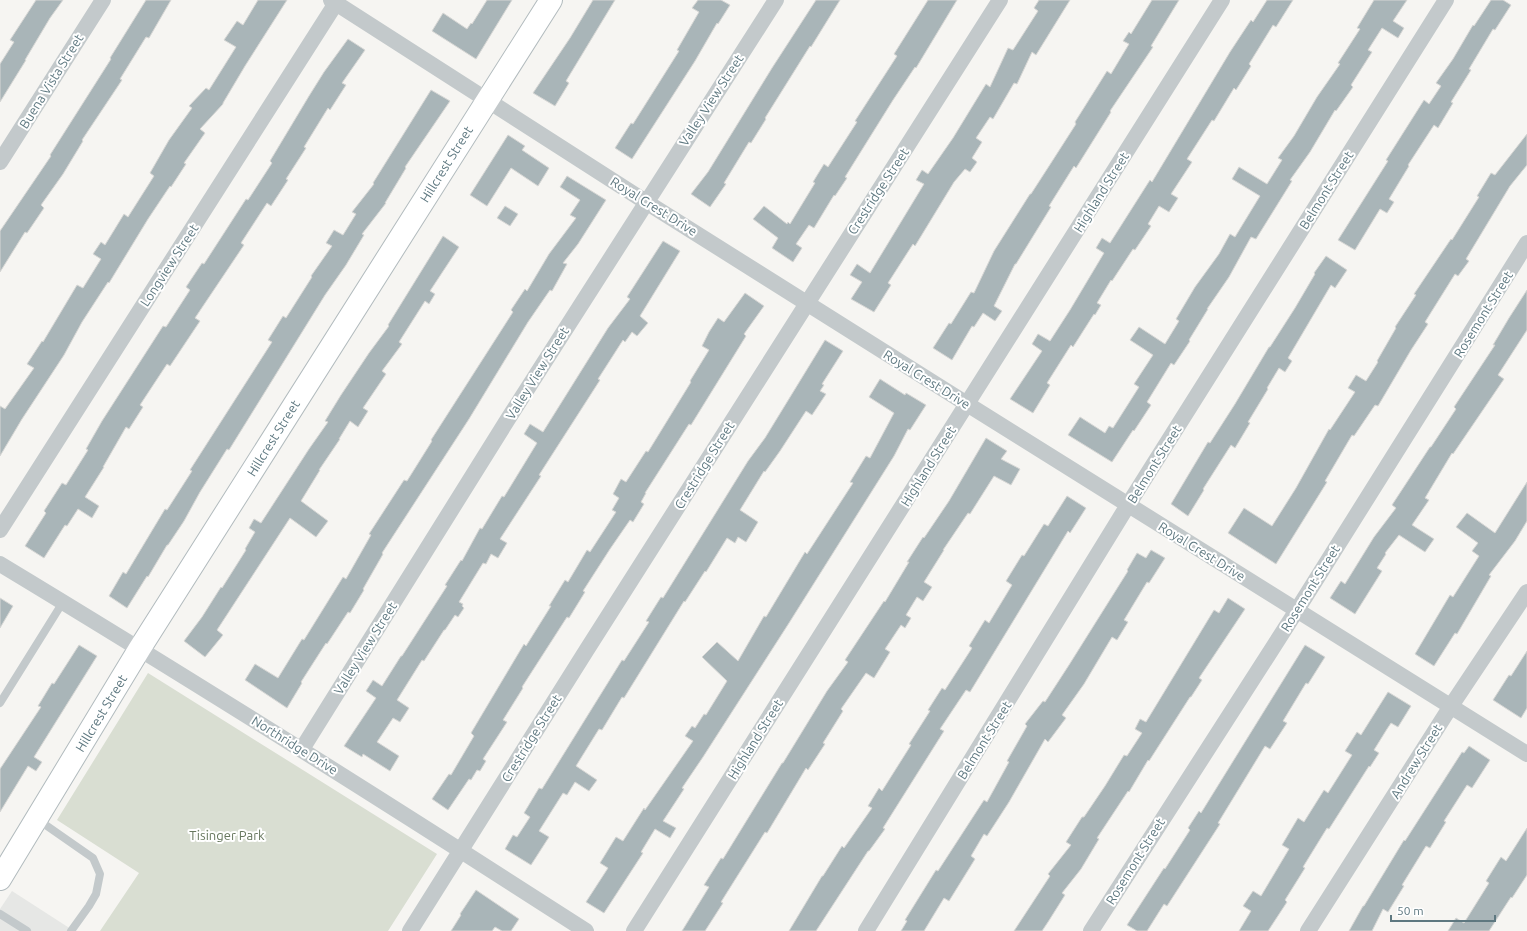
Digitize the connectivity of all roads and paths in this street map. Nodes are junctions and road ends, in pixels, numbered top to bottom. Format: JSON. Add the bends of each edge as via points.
{"nodes":[{"id":1,"x":103,"y":0,"type":"edge"},
{"id":2,"x":551,"y":0,"type":"edge"},
{"id":3,"x":776,"y":0,"type":"edge"},
{"id":4,"x":1000,"y":0,"type":"edge"},
{"id":5,"x":1222,"y":0,"type":"edge"},
{"id":6,"x":1446,"y":0,"type":"edge"},
{"id":7,"x":335,"y":1,"type":"edge"},
{"id":8,"x":487,"y":100,"type":"junction"},
{"id":9,"x":0,"y":162,"type":"edge"},
{"id":10,"x":646,"y":202,"type":"junction"},
{"id":11,"x":1527,"y":243,"type":"edge"},
{"id":12,"x":807,"y":303,"type":"junction"},
{"id":13,"x":967,"y":404,"type":"junction"},
{"id":14,"x":1128,"y":504,"type":"junction"},
{"id":15,"x":0,"y":530,"type":"edge"},
{"id":16,"x":0,"y":564,"type":"edge"},
{"id":17,"x":1527,"y":592,"type":"edge"},
{"id":18,"x":63,"y":602,"type":"junction"},
{"id":19,"x":1297,"y":610,"type":"junction"},
{"id":20,"x":140,"y":648,"type":"junction"},
{"id":21,"x":0,"y":703,"type":"edge"},
{"id":22,"x":1451,"y":706,"type":"junction"},
{"id":23,"x":302,"y":749,"type":"junction"},
{"id":24,"x":1527,"y":754,"type":"edge"},
{"id":25,"x":37,"y":819,"type":"junction"},
{"id":26,"x":461,"y":850,"type":"junction"},
{"id":27,"x":0,"y":880,"type":"edge"},
{"id":28,"x":0,"y":914,"type":"edge"},
{"id":29,"x":27,"y":931,"type":"edge"},
{"id":30,"x":71,"y":931,"type":"edge"},
{"id":31,"x":410,"y":931,"type":"edge"},
{"id":32,"x":586,"y":931,"type":"edge"},
{"id":33,"x":634,"y":931,"type":"edge"},
{"id":34,"x":866,"y":931,"type":"edge"},
{"id":35,"x":1091,"y":931,"type":"edge"},
{"id":36,"x":1308,"y":931,"type":"edge"}],
"edges":[{"from":1,"to":9,"type":"street","name":"Buena Vista Street"},
{"from":2,"to":8,"type":"street","name":"Hillcrest Street"},
{"from":3,"to":10,"type":"street","name":"Valley View Street"},
{"from":4,"to":12,"type":"street","name":"Crestridge Street"},
{"from":5,"to":13,"type":"street","name":"Highland Street"},
{"from":6,"to":14,"type":"street","name":"Belmont Street"},
{"from":7,"to":8,"type":"street","name":"Royal Crest Drive"},
{"from":7,"to":15,"type":"street","name":"Longview Street"},
{"from":8,"to":10,"type":"street","name":"Royal Crest Drive"},
{"from":8,"to":20,"type":"street","name":"Hillcrest Street"},
{"from":10,"to":12,"type":"street","name":"Royal Crest Drive"},
{"from":10,"to":23,"type":"street","name":"Valley View Street"},
{"from":11,"to":19,"type":"street","name":"Rosemont Street"},
{"from":12,"to":13,"type":"street","name":"Royal Crest Drive"},
{"from":12,"to":26,"type":"street","name":"Crestridge Street"},
{"from":13,"to":14,"type":"street","name":"Royal Crest Drive"},
{"from":13,"to":33,"type":"street","name":"Highland Street"},
{"from":14,"to":19,"type":"street","name":"Royal Crest Drive"},
{"from":14,"to":34,"type":"street","name":"Belmont Street"},
{"from":16,"to":18,"type":"street","name":"Northridge Drive"},
{"from":17,"to":22,"type":"street","name":"Andrew Street"},
{"from":18,"to":20,"type":"street","name":"Northridge Drive"},
{"from":18,"to":21,"type":"lane"},
{"from":19,"to":22,"type":"street","name":"Royal Crest Drive"},
{"from":19,"to":35,"type":"street","name":"Rosemont Street"},
{"from":20,"to":23,"type":"street","name":"Northridge Drive"},
{"from":20,"to":25,"type":"street","name":"Hillcrest Street"},
{"from":22,"to":24,"type":"street","name":"Royal Crest Drive"},
{"from":22,"to":36,"type":"street","name":"Andrew Street"},
{"from":23,"to":26,"type":"street","name":"Northridge Drive"},
{"from":25,"to":27,"type":"street","name":"Hillcrest Street"},
{"from":25,"to":30,"type":"lane","via":[[94,858],[100,874],[96,894]]},
{"from":26,"to":31,"type":"street","name":"Crestridge Street"},
{"from":26,"to":32,"type":"street","name":"Northridge Drive"},
{"from":28,"to":29,"type":"lane"}]}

══════════════════════════════

**Brief**
The entries above are to be copied exactly, with every picture left out.

**Result below**
Digitize the connectivity of all roads and paths in this street map. Nodes are junctions and road ends, in pixels, numbered top to bottom. Format: JSON. Add the bends of each edge as via points.
{"nodes":[{"id":1,"x":103,"y":0,"type":"edge"},
{"id":2,"x":551,"y":0,"type":"edge"},
{"id":3,"x":776,"y":0,"type":"edge"},
{"id":4,"x":1000,"y":0,"type":"edge"},
{"id":5,"x":1222,"y":0,"type":"edge"},
{"id":6,"x":1446,"y":0,"type":"edge"},
{"id":7,"x":335,"y":1,"type":"edge"},
{"id":8,"x":487,"y":100,"type":"junction"},
{"id":9,"x":0,"y":162,"type":"edge"},
{"id":10,"x":646,"y":202,"type":"junction"},
{"id":11,"x":1527,"y":243,"type":"edge"},
{"id":12,"x":807,"y":303,"type":"junction"},
{"id":13,"x":967,"y":404,"type":"junction"},
{"id":14,"x":1128,"y":504,"type":"junction"},
{"id":15,"x":0,"y":530,"type":"edge"},
{"id":16,"x":0,"y":564,"type":"edge"},
{"id":17,"x":1527,"y":592,"type":"edge"},
{"id":18,"x":63,"y":602,"type":"junction"},
{"id":19,"x":1297,"y":610,"type":"junction"},
{"id":20,"x":140,"y":648,"type":"junction"},
{"id":21,"x":0,"y":703,"type":"edge"},
{"id":22,"x":1451,"y":706,"type":"junction"},
{"id":23,"x":302,"y":749,"type":"junction"},
{"id":24,"x":1527,"y":754,"type":"edge"},
{"id":25,"x":37,"y":819,"type":"junction"},
{"id":26,"x":461,"y":850,"type":"junction"},
{"id":27,"x":0,"y":880,"type":"edge"},
{"id":28,"x":0,"y":914,"type":"edge"},
{"id":29,"x":27,"y":931,"type":"edge"},
{"id":30,"x":71,"y":931,"type":"edge"},
{"id":31,"x":410,"y":931,"type":"edge"},
{"id":32,"x":586,"y":931,"type":"edge"},
{"id":33,"x":634,"y":931,"type":"edge"},
{"id":34,"x":866,"y":931,"type":"edge"},
{"id":35,"x":1091,"y":931,"type":"edge"},
{"id":36,"x":1308,"y":931,"type":"edge"}],
"edges":[{"from":1,"to":9,"type":"street","name":"Buena Vista Street"},
{"from":2,"to":8,"type":"street","name":"Hillcrest Street"},
{"from":3,"to":10,"type":"street","name":"Valley View Street"},
{"from":4,"to":12,"type":"street","name":"Crestridge Street"},
{"from":5,"to":13,"type":"street","name":"Highland Street"},
{"from":6,"to":14,"type":"street","name":"Belmont Street"},
{"from":7,"to":8,"type":"street","name":"Royal Crest Drive"},
{"from":7,"to":15,"type":"street","name":"Longview Street"},
{"from":8,"to":10,"type":"street","name":"Royal Crest Drive"},
{"from":8,"to":20,"type":"street","name":"Hillcrest Street"},
{"from":10,"to":12,"type":"street","name":"Royal Crest Drive"},
{"from":10,"to":23,"type":"street","name":"Valley View Street"},
{"from":11,"to":19,"type":"street","name":"Rosemont Street"},
{"from":12,"to":13,"type":"street","name":"Royal Crest Drive"},
{"from":12,"to":26,"type":"street","name":"Crestridge Street"},
{"from":13,"to":14,"type":"street","name":"Royal Crest Drive"},
{"from":13,"to":33,"type":"street","name":"Highland Street"},
{"from":14,"to":19,"type":"street","name":"Royal Crest Drive"},
{"from":14,"to":34,"type":"street","name":"Belmont Street"},
{"from":16,"to":18,"type":"street","name":"Northridge Drive"},
{"from":17,"to":22,"type":"street","name":"Andrew Street"},
{"from":18,"to":20,"type":"street","name":"Northridge Drive"},
{"from":18,"to":21,"type":"lane"},
{"from":19,"to":22,"type":"street","name":"Royal Crest Drive"},
{"from":19,"to":35,"type":"street","name":"Rosemont Street"},
{"from":20,"to":23,"type":"street","name":"Northridge Drive"},
{"from":20,"to":25,"type":"street","name":"Hillcrest Street"},
{"from":22,"to":24,"type":"street","name":"Royal Crest Drive"},
{"from":22,"to":36,"type":"street","name":"Andrew Street"},
{"from":23,"to":26,"type":"street","name":"Northridge Drive"},
{"from":25,"to":27,"type":"street","name":"Hillcrest Street"},
{"from":25,"to":30,"type":"lane","via":[[94,858],[100,874],[96,894]]},
{"from":26,"to":31,"type":"street","name":"Crestridge Street"},
{"from":26,"to":32,"type":"street","name":"Northridge Drive"},
{"from":28,"to":29,"type":"lane"}]}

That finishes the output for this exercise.